Joe Biden admitted in an interview that the American people are “really, really depressed” after two unrelenting years of illness and division, rising costs of living, war in Europe and the devastating impact of the crisis. climatic.
Speaking to The Associated Press in a rare one-on-one interview in the Oval Office on Thursday afternoon, the president touched on everything from war to hair.
“People are really, really depressed,” Biden told Associated Press White House reporter Josh Boak, according to a transcript of the interview. “They’re really down.”
The meeting came at a difficult time for the US president, whose approval rating fell below 40% in recent opinion polls less than five months before the midterm elections.
Biden said the cost of gas and food is a “direct barometer” of what people think about the economy and the direction of the country. As the costs rise, so does the dissatisfaction felt by many Americans.
“I completely understand why the average voter is just confused, upset and worried,” Biden said.
Amid many crises, Biden added, “We have a little thing called climate change going on and it’s having profound impacts.” He noted “melting tundra” and warming polar ice caps, as well as record flooding that caused closures and massive damage this week in Yellowstone National Park.
“It is quite understandable that [people] are worried because they look around and see, ‘My God, everything is changing,'” he said.
In the interview, Biden acknowledged that standing up to Russia with economic sanctions and billions of dollars in military and humanitarian aid to Ukraine, as the Russian invasion persists, has cost the nation dearly — and to his presidency.
“There was going to be a price to pay” for helping Ukraine, Biden said. But he argued that “the option to do nothing was worse”.
Had the United States chosen isolationism over internationalism, it could have endangered the entire liberal world order, opening the door to a broader invasion of Europe, Biden said. The response to Russia also served as a clear warning to China and North Korea, he added.
But with the war exacerbating prices, there are signs that Americans are less and less in favor of punishing Russia if it comes at an economic cost to their pocketbooks.
“I am the President of the United States,” he said. “It’s not about my political survival. It is about what is best for the country.
His presidency scored some key victories. Biden touted his 2021 legislative achievements — a nearly $2 billion coronavirus stimulus package and bipartisan infrastructure law — and raised the possibility that there’s more to come after his program stalled. on Capitol Hill.

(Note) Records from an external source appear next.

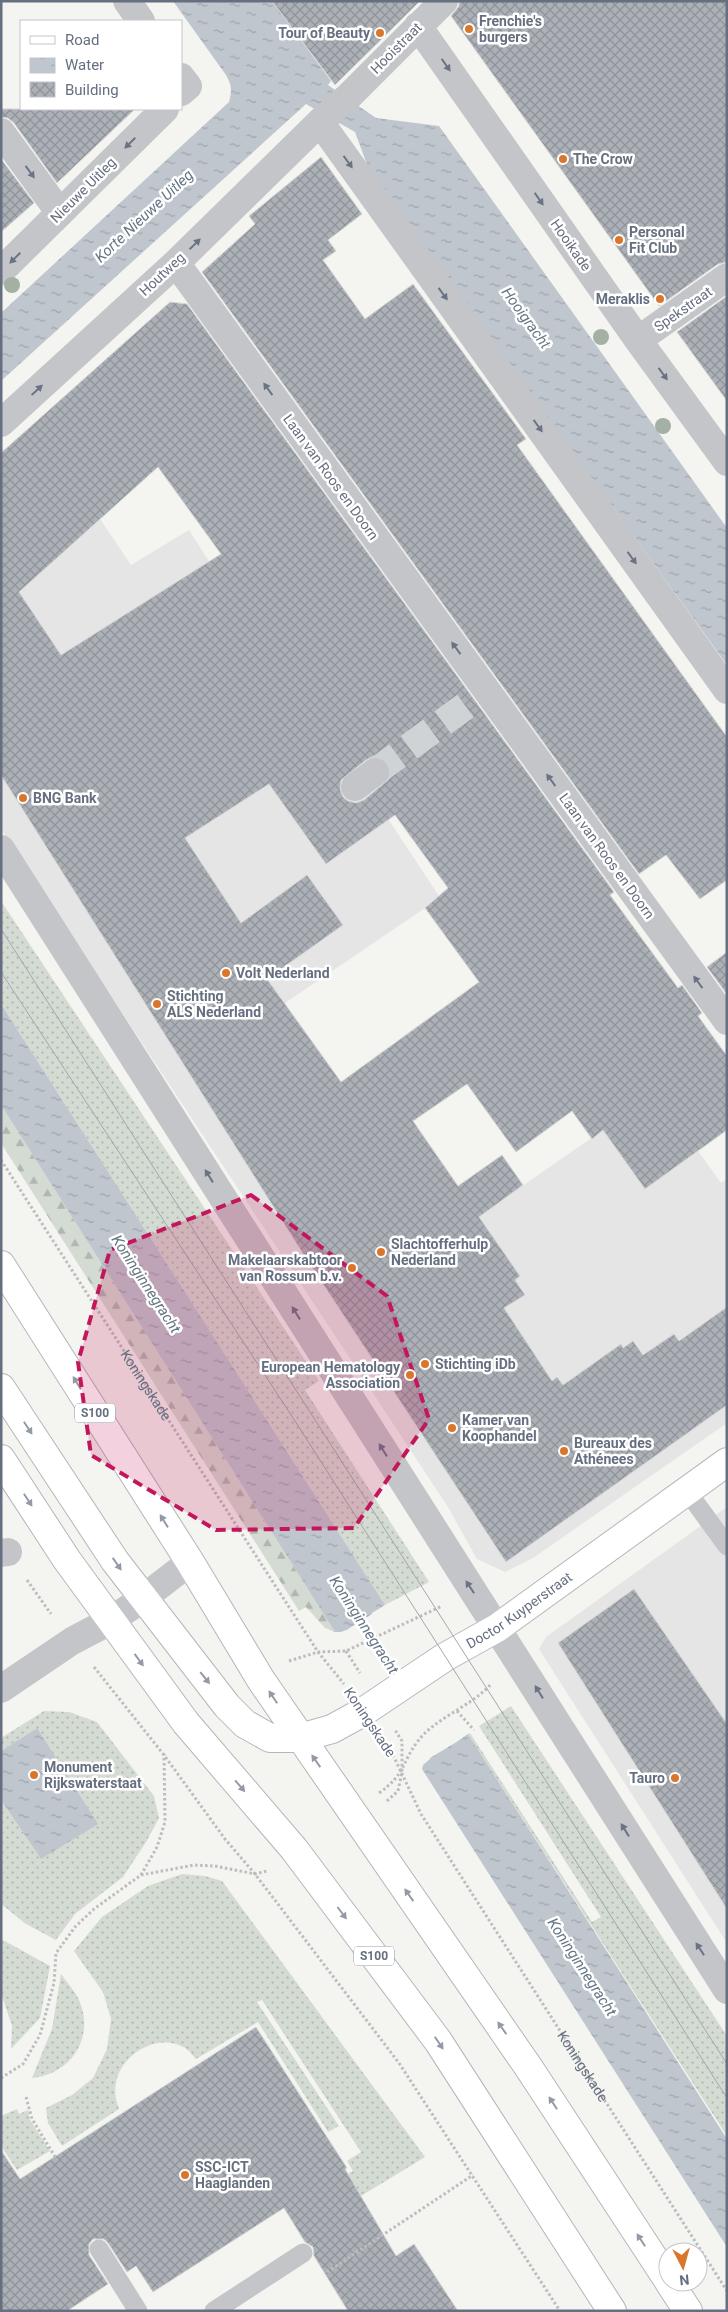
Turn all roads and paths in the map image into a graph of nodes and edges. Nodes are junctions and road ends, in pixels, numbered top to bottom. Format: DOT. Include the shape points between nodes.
graph roads {
  1 [pos="127,1"];
  2 [pos="444,1"];
  3 [pos="141,20"];
  4 [pos="418,26"];
  5 [pos="182,78"];
  6 [pos="182,91"];
  7 [pos="164,110"];
  8 [pos="321,120"];
  9 [pos="1,132"];
  10 [pos="60,213"];
  11 [pos="176,262"];
  12 [pos="1,271"];
  13 [pos="727,277"];
  14 [pos="638,340"];
  15 [pos="1,423"];
  16 [pos="727,462"];
  17 [pos="727,690"];
  18 [pos="1,849"];
  19 [pos="727,1021"];
  20 [pos="1,1160"];
  21 [pos="1,1265"];
  22 [pos="1,1388"];
  23 [pos="1,1459"];
  24 [pos="727,1462"];
  25 [pos="687,1491"];
  26 [pos="727,1546"];
  27 [pos="5,1553"];
  28 [pos="190,1562"];
  29 [pos="142,1599"];
  30 [pos="110,1620"];
  31 [pos="498,1628"];
  32 [pos="384,1632"];
  33 [pos="72,1641"];
  34 [pos="318,1652"];
  35 [pos="516,1656"];
  36 [pos="1,1689"];
  37 [pos="457,1711"];
  38 [pos="363,1712"];
  39 [pos="474,1730"];
  40 [pos="300,1738"];
  41 [pos="164,1754"];
  42 [pos="402,1772"];
  43 [pos="255,1874"];
  44 [pos="141,1875"];
  45 [pos="727,1990"];
  46 [pos="1,2078"];
  47 [pos="26,2097"];
  48 [pos="57,2160"];
  49 [pos="473,2175"];
  50 [pos="99,2249"];
  51 [pos="303,2253"];
  52 [pos="658,2266"];
  53 [pos="326,2273"];
  54 [pos="727,2291"];
  55 [pos="675,2292"];
  56 [pos="138,2311"];
  57 [pos="214,2311"];
  58 [pos="560,2311"];
  59 [pos="612,2311"];
  60 [pos="688,2311"];
  1 -- 3 [label="street"];
  2 -- 4 [label="street, Hooistraat"];
  4 -- 8 [label="street, Hooistraat"];
  4 -- 14 [label="street, Hooikade, one-way"];
  5 -- 6 [label="street" via="188,86"];
  7 -- 10 [label="street, Nieuwe Uitleg, one-way"];
  11 -- 8 [label="street, Houtweg, one-way"];
  8 -- 17 [label="street, one-way"];
  9 -- 10 [label="street, one-way"];
  10 -- 12 [label="street, Nieuwe Uitleg, one-way"];
  15 -- 11 [label="street, Houtweg, one-way"];
  19 -- 11 [label="street, Laan van Roos en Doorn, one-way" via="479,697"];
  13 -- 14 [label="street, Spekstraat"];
  14 -- 16 [label="street, Hooikade, one-way"];
  31 -- 18 [label="street, one-way"];
  20 -- 34 [label="path, Koningskade"];
  28 -- 21 [label="main road, S100, one-way"];
  22 -- 29 [label="main road, Doctor Kuyperstraat, one-way"];
  23 -- 30 [label="main road, S100, one-way"];
  24 -- 25 [label="main road, Doctor Kuyperstraat"];
  25 -- 26 [label="lane"];
  25 -- 31 [label="main road, Doctor Kuyperstraat"];
  27 -- 33 [label="path"];
  28 -- 29 [label="street"];
  40 -- 28 [label="main road, S100, one-way"];
  29 -- 30 [label="street"];
  29 -- 40 [label="main road, Doctor Kuyperstraat, one-way" via="227,1706 246,1724 270,1738"];
  30 -- 33 [label="street"];
  30 -- 59 [label="main road, S100, one-way" via="186,1723 294,1849 438,2041"];
  31 -- 35 [label="street"];
  31 -- 38 [label="main road, Doctor Kuyperstraat"];
  32 -- 34 [label="path" via="346,1651"];
  33 -- 36 [label="street"];
  33 -- 41 [label="path"];
  34 -- 38 [label="path, Koningskade"];
  35 -- 37 [label="path" via="487,1689"];
  45 -- 35 [label="street, one-way"];
  37 -- 39 [label="path"];
  37 -- 42 [label="path" via="418,1740"];
  38 -- 40 [label="main road, Doctor Kuyperstraat" via="332,1728"];
  38 -- 42 [label="path, Koningskade"];
  52 -- 40 [label="main road, S100, one-way" via="529,2068"];
  41 -- 43 [label="path" via="225,1839"];
  41 -- 44 [label="path" via="165,1822 157,1847"];
  42 -- 54 [label="path, Koningskade" via="421,1814"];
  43 -- 44 [label="path" via="194,1865"];
  43 -- 49 [label="path" via="399,2063"];
  44 -- 46 [label="path" via="94,1909 56,1953 54,1983 40,2035 23,2064"];
  47 -- 48 [label="path" via="32,2119"];
  49 -- 53 [label="path"];
  49 -- 58 [label="path"];
  50 -- 56 [label="lane"];
  51 -- 57 [label="lane"];
  55 -- 60 [label="main road, S100"];
}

Among the proposals he said had enough support in the Senate, he named plans to cut the cost of prescription drugs, cut energy costs, improve semiconductor supply chain issues. and imposing a minimum 15% corporate tax and tax hikes on the “super rich”.

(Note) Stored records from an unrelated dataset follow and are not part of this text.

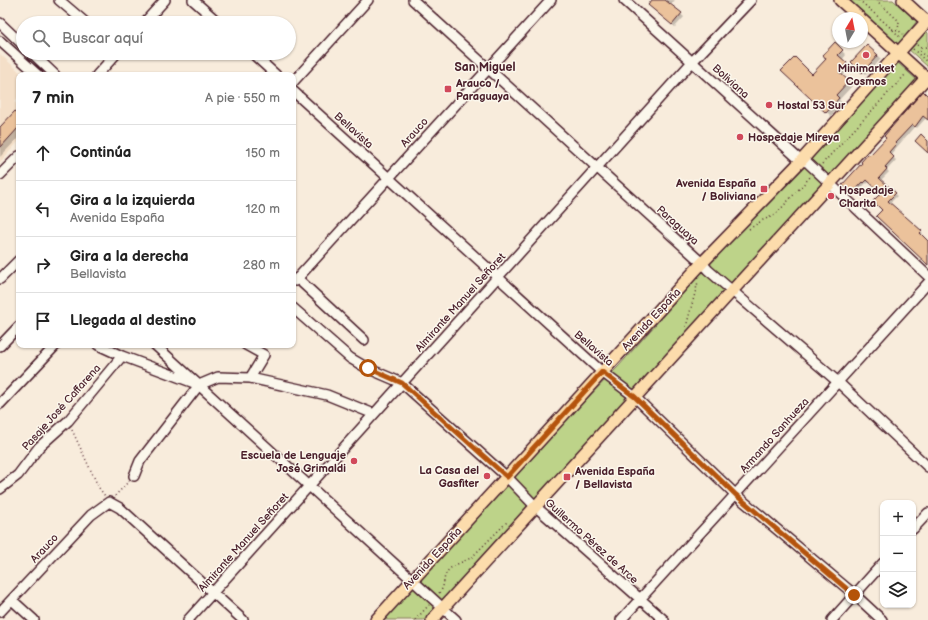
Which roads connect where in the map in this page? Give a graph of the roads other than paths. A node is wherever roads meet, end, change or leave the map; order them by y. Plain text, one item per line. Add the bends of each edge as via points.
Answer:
1 (59, 0) edge
2 (165, 0) edge
3 (193, 0) edge
4 (368, 0) edge
5 (413, 0) edge
6 (551, 0) edge
7 (624, 0) edge
8 (751, 0) edge
9 (840, 0) edge
10 (903, 0) edge
11 (853, 12) edge
12 (78, 16) edge
13 (150, 16) edge
14 (211, 16) edge
15 (928, 22) edge
16 (0, 23) edge
17 (868, 25) edge
18 (16, 38) edge
19 (0, 41) edge
20 (898, 53) junction
21 (16, 55) edge
22 (21, 60) edge
23 (39, 60) edge
24 (111, 60) edge
25 (260, 60) edge
26 (692, 62) junction
27 (488, 69) junction
28 (35, 72) edge
29 (52, 72) edge
30 (100, 72) edge
31 (273, 72) edge
32 (927, 78) edge
33 (296, 79) edge
34 (296, 94) edge
35 (16, 159) edge
36 (801, 161) junction
37 (597, 168) junction
38 (0, 175) edge
39 (389, 178) junction
40 (830, 184) junction
41 (16, 263) edge
42 (705, 267) junction
43 (928, 276) edge
44 (499, 278) junction
45 (0, 279) edge
46 (296, 279) edge
47 (296, 281) edge
48 (928, 283) edge
49 (732, 291) junction
50 (296, 311) edge
51 (16, 329) edge
52 (364, 340) dead end
53 (0, 346) edge
54 (53, 348) edge
55 (105, 348) edge
56 (158, 348) edge
57 (251, 348) edge
58 (122, 356) junction
59 (602, 372) junction
60 (250, 378) junction
61 (838, 382) junction
62 (402, 383) junction
63 (199, 385) junction
64 (635, 397) junction
65 (0, 404) edge
66 (374, 414) junction
67 (928, 467) edge
68 (134, 476) road end
69 (507, 477) junction
70 (310, 485) junction
71 (0, 489) edge
72 (736, 495) junction
73 (536, 506) junction
74 (928, 513) edge
75 (916, 526) edge
76 (880, 566) edge
77 (412, 580) junction
78 (213, 593) junction
79 (854, 595) junction
80 (12, 600) junction
81 (640, 600) junction
82 (443, 608) junction
83 (0, 612) edge
84 (34, 620) edge
85 (188, 620) edge
86 (243, 620) edge
87 (376, 620) edge
88 (432, 620) edge
89 (456, 620) edge
90 (622, 620) edge
91 (664, 620) edge
92 (832, 620) edge
93 (882, 620) edge

1 - 12 street
2 - 13 street
3 - 14 street
4 - 33 street
5 - 27 street, Paraguaya
6 - 27 street, Arauco
7 - 26 street, Boliviana
8 - 26 street, Almirante Manuel Señoret
9 - 11 main road
10 - 15 main road
15 - 20 main road, Avenida España
16 - 18 street
17 - 20 main road
19 - 21 street
20 - 32 main road
20 - 36 main road, Avenida España
22 - 28 street
23 - 29 street
24 - 30 street
25 - 31 street
26 - 36 street, Boliviana
26 - 37 street, Almirante Manuel Señoret
27 - 37 street, Paraguaya
27 - 39 street, Arauco
32 - 40 main road
34 - 39 street, Bellavista
35 - 38 street
36 - 40 street, Boliviana via 807,162
36 - 42 main road, Avenida España
37 - 42 street, Paraguaya
37 - 44 street, Almirante Manuel Señoret
39 - 44 street, Bellavista
39 - 46 street, Arauco
40 - 43 street, Boliviana
40 - 49 main road
41 - 45 street
42 - 49 street, Paraguaya
42 - 59 main road, Avenida España
44 - 59 street, Bellavista
44 - 62 street, Almirante Manuel Señoret
47 - 52 street
48 - 61 street, Armando Sanhueza
49 - 61 street, Paraguaya
49 - 64 main road
50 - 62 street, Guillermo Pérez de Arce via 350,358
51 - 53 street
54 - 65 street
55 - 58 street
56 - 63 street
57 - 60 street via 264,355
58 - 63 street
58 - 71 street, Pasaje José Caffarena via 68,421 39,447 18,475
59 - 64 street, Bellavista
59 - 69 main road, Avenida España
60 - 63 street via 218,377
60 - 66 street via 326,395
61 - 67 street, Paraguaya
61 - 72 street, Armando Sanhueza
62 - 66 street, Almirante Manuel Señoret
62 - 69 street, Guillermo Pérez de Arce
63 - 68 street via 140,461
63 - 70 street
64 - 72 street, Bellavista
64 - 73 main road
66 - 70 street, Almirante Manuel Señoret
69 - 73 street, Guillermo Pérez de Arce
69 - 77 main road, Avenida España
70 - 77 street
70 - 78 street, Almirante Manuel Señoret
72 - 79 street, Bellavista
72 - 81 street, Armando Sanhueza
73 - 81 street, Guillermo Pérez de Arce
73 - 82 main road
74 - 75 street
76 - 79 street
77 - 82 street
77 - 87 main road, Avenida España
78 - 80 street, Arauco via 120,508 109,502 91,515
78 - 85 street, Almirante Manuel Señoret
78 - 86 street
79 - 92 street
79 - 93 street, Bellavista
80 - 83 street, Arauco
80 - 84 street
81 - 90 street, Armando Sanhueza
81 - 91 street, Guillermo Pérez de Arce
82 - 88 main road
82 - 89 street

Biden has pushed back against any suggestion that the coronavirus stimulus package enacted early in his presidency has contributed to inflation, despite attacks from Republicans and growing agreement between economists and his own Treasury Secretary Janet Yellen that it did, at least to some extent.

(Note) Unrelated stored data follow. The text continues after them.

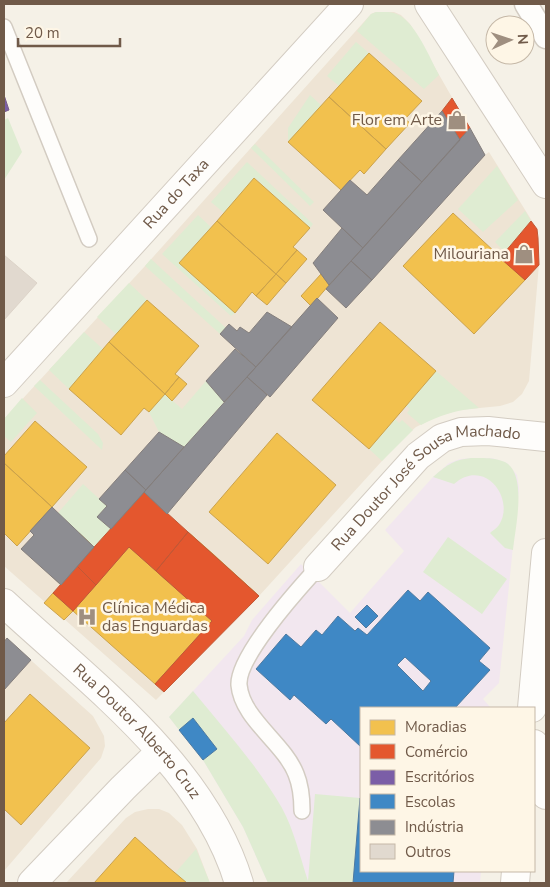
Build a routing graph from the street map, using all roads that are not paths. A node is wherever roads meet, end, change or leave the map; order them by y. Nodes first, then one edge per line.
1 (349, 4) edge
2 (429, 4) edge
3 (526, 4) edge
4 (4, 27) edge
5 (546, 37) edge
6 (546, 184) edge
7 (89, 239) dead end
8 (4, 383) edge
9 (546, 437) edge
10 (546, 553) edge
11 (315, 570) joint
12 (4, 603) edge
13 (532, 707) edge
14 (535, 748) edge
15 (160, 752) junction
16 (546, 795) edge
17 (302, 811) dead end
18 (32, 883) edge
19 (238, 883) edge

1 - 8 street, Rua do Taxa
2 - 6 street
3 - 5 street
4 - 7 lane
9 - 11 street, Rua Doutor José Sousa Machado
10 - 13 street
11 - 17 lane
12 - 15 street, Rua Doutor Alberto Cruz
14 - 16 street
15 - 18 street
15 - 19 street, Rua Doutor Alberto Cruz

“You might wonder if it had a marginal, minor impact on inflation,” Biden said of the US bailout. “I don’t think that’s the case.”
Biden also played down fears of a recession. “First of all, it’s not inevitable,” he said. “Second, we are in a stronger position than any nation in the world to overcome this inflation.”
His optimism, he said, stems from the low unemployment rate and the strength of the country’s economic recovery compared to other developed nations. But few Americans express confidence in the president’s leadership on the economy, with Republicans in a strong position to take control of Congress.
And a reversal of Roe v Wade abortion rights by a conservative-leaning U.S. Supreme Court, as widely expected later this month, would have electoral consequences for Republicans, Biden predicted.
“Even people who aren’t pro-choice are going to find it really, really disconcerting when a woman crosses a state line and gets arrested,” he said, indicating what could happen if Roe was undressed and that many states prohibited abortion. while others continue to provide it.
“There are so many things these guys do that are out of the mainstream of where the audience is.”
Biden has given far fewer interviews than his recent predecessors.
The interview was peppered with bidenisms: “not a joke”, he said twice before assuring the journalist that he was not trying to be “a sage”. “Jokes aside, here’s the deal,” he said after giving parents some advice.
Towards the end of the interview, Biden begins to lash out at Republicans, calling them “very Maga,” meaning loyal to Donald Trump and his nationalist campaign slogan Make America Great Again, to except for “15 mainstream, mainstream, conservative Republican party types.”
He counted Senate Minority Leader Mitch McConnell among them, a view he says angers many Democrats over his hardline stances on Democratic-led legislation and, for example, by blocking Barack Obama’s Supreme Court nomination of Merrick Garland, now Biden. Attorney General.
Meanwhile, he called Boak a “young man”. Boak said his hair was graying.
“At least you keep it,” Biden joked. “I would settle for orange if I had more hair.”